Periodontitis (Gum Disease)


What is it and why is it a problem?
Are you at risk?
What are the interactions with other diseases?
What can you do to prevent gum disease? 

Periodontitis (Gum Disease)

What is periodontitis? Why is it a problem?

Periodontitis is the second most common disease of the oral cavity after dental caries. Unlike dental caries, which is decay of the tooth area, periodontitis or periodontal disease is an infection of the soft tissues and bone tissues that surround and support the tooth, by the formation of deep periodontal pockets. Periodontitis progresses slowly and painlessly.  Therefore, the early warning signs are easy to ignore. More than 50% of people over 35 years old suffer from periodontitis, without being aware of it.

What are the risks?

Periodontitis is caused by bacterial colonization of the gumline. The sticky film that constantly forms on your teeth is called plaque and is composed mostly of bacteria that produce toxins which can irritate and damage the supporting tissues of the teeth. The most common factors leading to periodontitis are:

  1. Poor oral hygiene.
  2. Defective fillings and bridges that do not fit properly; Non-professional root canal, and irregular bite.
  3. Smoking–People who smoke are more likely to have periodontal disease.
  4. Systematic diseases such as diabetes can lower your body’s resistance to infection making periodontal disease more likely.
  5. Genetic or hereditary factors can predispose an individual to periodontitis.
  6. Blood pressure and cholesterol
  7. Stress and contraceptives increase hormone levels that can cause gum tissue to be more          sensitive to the toxins and enzymes produced by bacteria.
  8. Researches have shown that people with periodontal disease are almost twice as likely to suffer from coronary artery disease as those without periodontal disease.

Interactions with other systematic diseases?

Periodontal disease is a bacterial infection. The same bacteria can enter the blood stream and travel to the major organs of the body where new and potentially more serious infections can start. Affected organs can include the heart, kidney, lungs and others.

Periodontitis increases the risk of complication even miscarried during pregnancy.

 Diabetes and periodontitis are reciprocal; diabetes can lower the body’s resistance to infection giving periodontitis a chance to set in.

A perfectly performed periodontal therapy may facilitate blood sugar control as well as improve other general health conditions like cardiovascular disease and stroke. Periodontal therapy always produces a positive impact on general health.

How can I tell if I have gum disease?

Periodontitis does not cause any pain and therefore can go undetected for a long time. Common symptoms of this disease include the following:

Bleeding gumsFluids ( Pus )between the teeth and the gum
Redness in the gums Wiggling or loose teeth
Tender  or swollen  gums that have
pulled away from the teeth
Change in the fit of dentures
HalitosisBad breath
Treatment and preventive care

After a professional oral hygiene, the next step in treating periodontitis usually involves a special cleaning by a dentist called scaling and root planning. This procedure removes plaque and tartar deposits on the root surfaces. The tooth roots also may be planed to smooth the root surface, allowing the gum tissue to heal and reattach to the tooth, free of infection. In some cases, the occlusion, or bite, may require adjustment.

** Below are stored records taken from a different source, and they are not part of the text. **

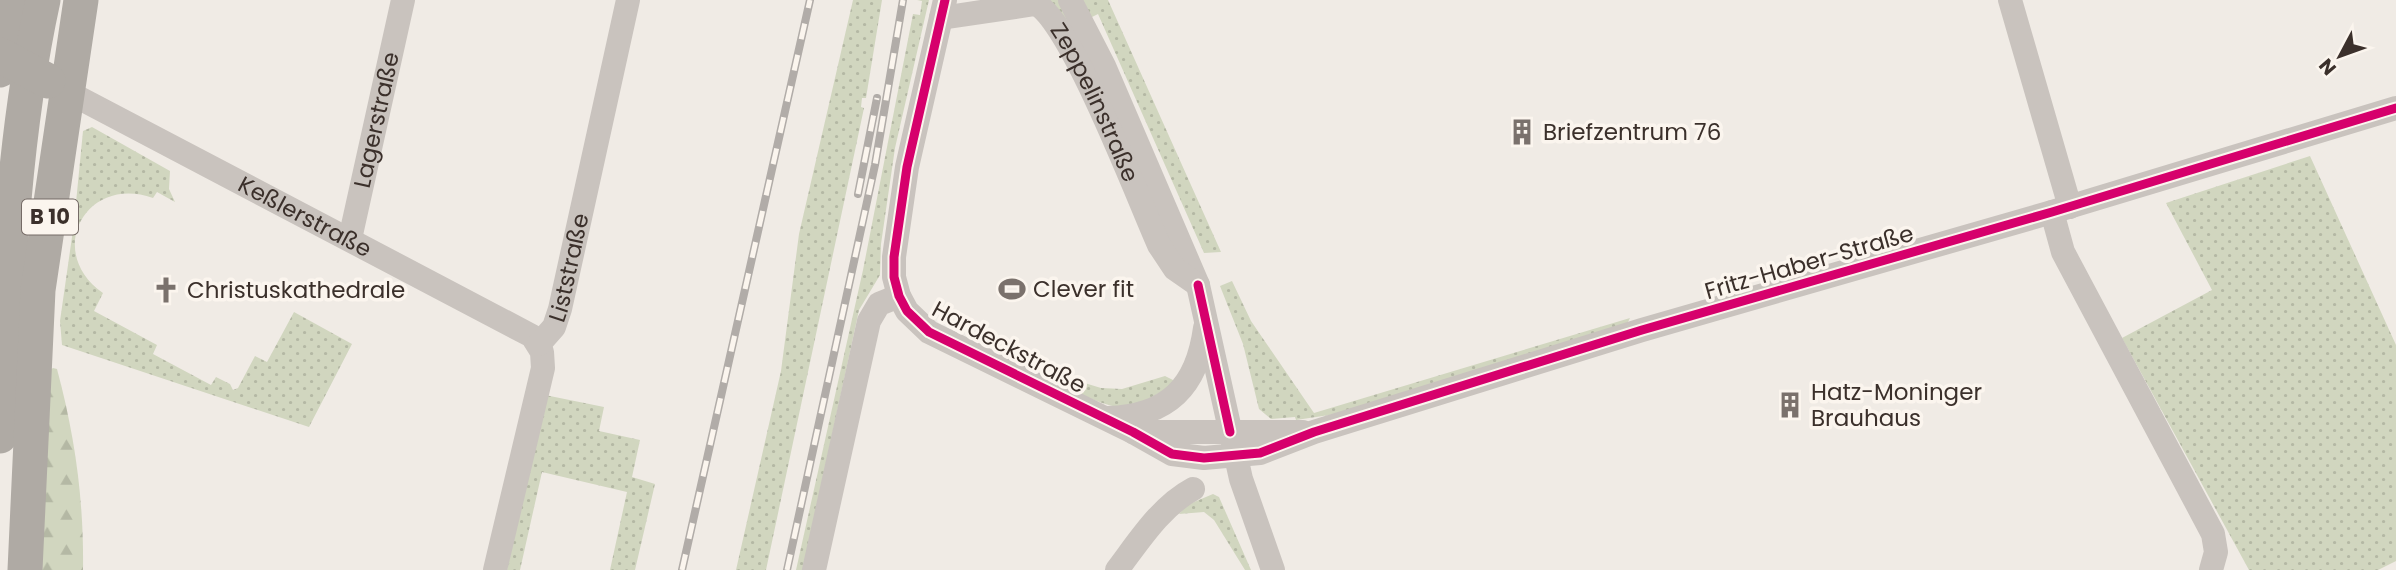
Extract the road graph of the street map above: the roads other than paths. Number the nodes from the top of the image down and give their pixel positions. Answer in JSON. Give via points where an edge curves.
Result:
{"nodes":[{"id":1,"x":14,"y":0,"type":"edge"},
{"id":2,"x":43,"y":0,"type":"edge"},
{"id":3,"x":403,"y":0,"type":"edge"},
{"id":4,"x":628,"y":0,"type":"edge"},
{"id":5,"x":1070,"y":0,"type":"edge"},
{"id":6,"x":2010,"y":0,"type":"edge"},
{"id":7,"x":82,"y":3,"type":"edge"},
{"id":8,"x":943,"y":9,"type":"edge"},
{"id":9,"x":0,"y":55,"type":"edge"},
{"id":10,"x":0,"y":70,"type":"edge"},
{"id":11,"x":57,"y":86,"type":"junction"},
{"id":12,"x":2396,"y":108,"type":"edge"},
{"id":13,"x":2061,"y":209,"type":"junction"},
{"id":14,"x":349,"y":239,"type":"junction"},
{"id":15,"x":1198,"y":285,"type":"junction"},
{"id":16,"x":900,"y":296,"type":"junction"},
{"id":17,"x":1207,"y":317,"type":"junction"},
{"id":18,"x":539,"y":344,"type":"junction"},
{"id":19,"x":1101,"y":418,"type":"junction"},
{"id":20,"x":1133,"y":432,"type":"junction"},
{"id":21,"x":1230,"y":432,"type":"junction"},
{"id":22,"x":1314,"y":432,"type":"junction"},
{"id":23,"x":0,"y":436,"type":"edge"},
{"id":24,"x":1235,"y":456,"type":"junction"},
{"id":25,"x":1193,"y":489,"type":"dead end"},
{"id":26,"x":25,"y":570,"type":"edge"},
{"id":27,"x":495,"y":570,"type":"edge"},
{"id":28,"x":814,"y":570,"type":"edge"},
{"id":29,"x":1117,"y":570,"type":"edge"},
{"id":30,"x":1273,"y":570,"type":"edge"},
{"id":31,"x":2211,"y":570,"type":"edge"}],
"edges":[{"from":1,"to":10,"type":"highway"},
{"from":2,"to":23,"type":"highway","via":[[26,85],[8,272]]},
{"from":3,"to":14,"type":"street","name":"Lagerstraße"},
{"from":4,"to":18,"type":"street","name":"Liststraße","via":[[561,309],[554,327]]},
{"from":5,"to":15,"type":"street","name":"Zeppelinstraße","via":[[1094,44]]},
{"from":6,"to":13,"type":"street"},
{"from":7,"to":11,"type":"highway","number":"B 10"},
{"from":8,"to":15,"type":"street","name":"Zeppelinstraße","via":[[1035,4],[1047,11],[1077,59],[1170,264]]},
{"from":8,"to":16,"type":"street","name":"Hardeckstraße","via":[[899,211],[894,277]]},
{"from":9,"to":11,"type":"highway","bridge":true},
{"from":11,"to":14,"type":"street","name":"Keßlerstraße"},
{"from":11,"to":26,"type":"highway","number":"B 10","via":[[38,290]]},
{"from":12,"to":13,"type":"street","name":"Fritz-Haber-Straße"},
{"from":13,"to":22,"type":"street","name":"Fritz-Haber-Straße","via":[[1642,330]]},
{"from":13,"to":31,"type":"street","via":[[2063,252],[2213,534],[2216,552]]},
{"from":14,"to":18,"type":"street","name":"Keßlerstraße","via":[[525,330]]},
{"from":15,"to":17,"type":"street","name":"Zeppelinstraße"},
{"from":16,"to":19,"type":"street","name":"Hardeckstraße","via":[[907,311],[929,332]]},
{"from":16,"to":28,"type":"street","via":[[879,304],[869,321]]},
{"from":17,"to":19,"type":"street","via":[[1200,354],[1175,396],[1154,412]]},
{"from":17,"to":21,"type":"street","name":"Zeppelinstraße"},
{"from":18,"to":27,"type":"street","name":"Liststraße","via":[[543,368]]},
{"from":19,"to":20,"type":"street","name":"Hardeckstraße"},
{"from":20,"to":21,"type":"street","name":"Hardeckstraße"},
{"from":20,"to":24,"type":"street","name":"Hardeckstraße","via":[[1172,454]]},
{"from":21,"to":22,"type":"street","name":"Fritz-Haber-Straße"},
{"from":21,"to":24,"type":"street","name":"Zeppelinstraße"},
{"from":22,"to":24,"type":"street","name":"Fritz-Haber-Straße","via":[[1260,453]]},
{"from":24,"to":30,"type":"street"},
{"from":25,"to":29,"type":"street","via":[[1177,497]]}]}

You should get periodontal screening from a dentist once or twice a year. Aside from this, you should practice the following good habits to maintain dental health:

  • Optimal/Professional oral hygiene, if necessary several sessions
  • (Proper home care/ brushing)
  • Cleaning   interdentally space by using dental floss or interdentally brush
  • Mouthwashes can be used but does not replace the therapy or toothbrush
  • A regular follow up is essential.

Periodontitis gives few early warning signs and is not painful. The most beautiful tooth, the most expensive bridge as well as the most modern implant can be lost if the surrounding gum tissues are infected. That is why a periodontal screening by a dentist once or twice a year is essential to maintain dental health.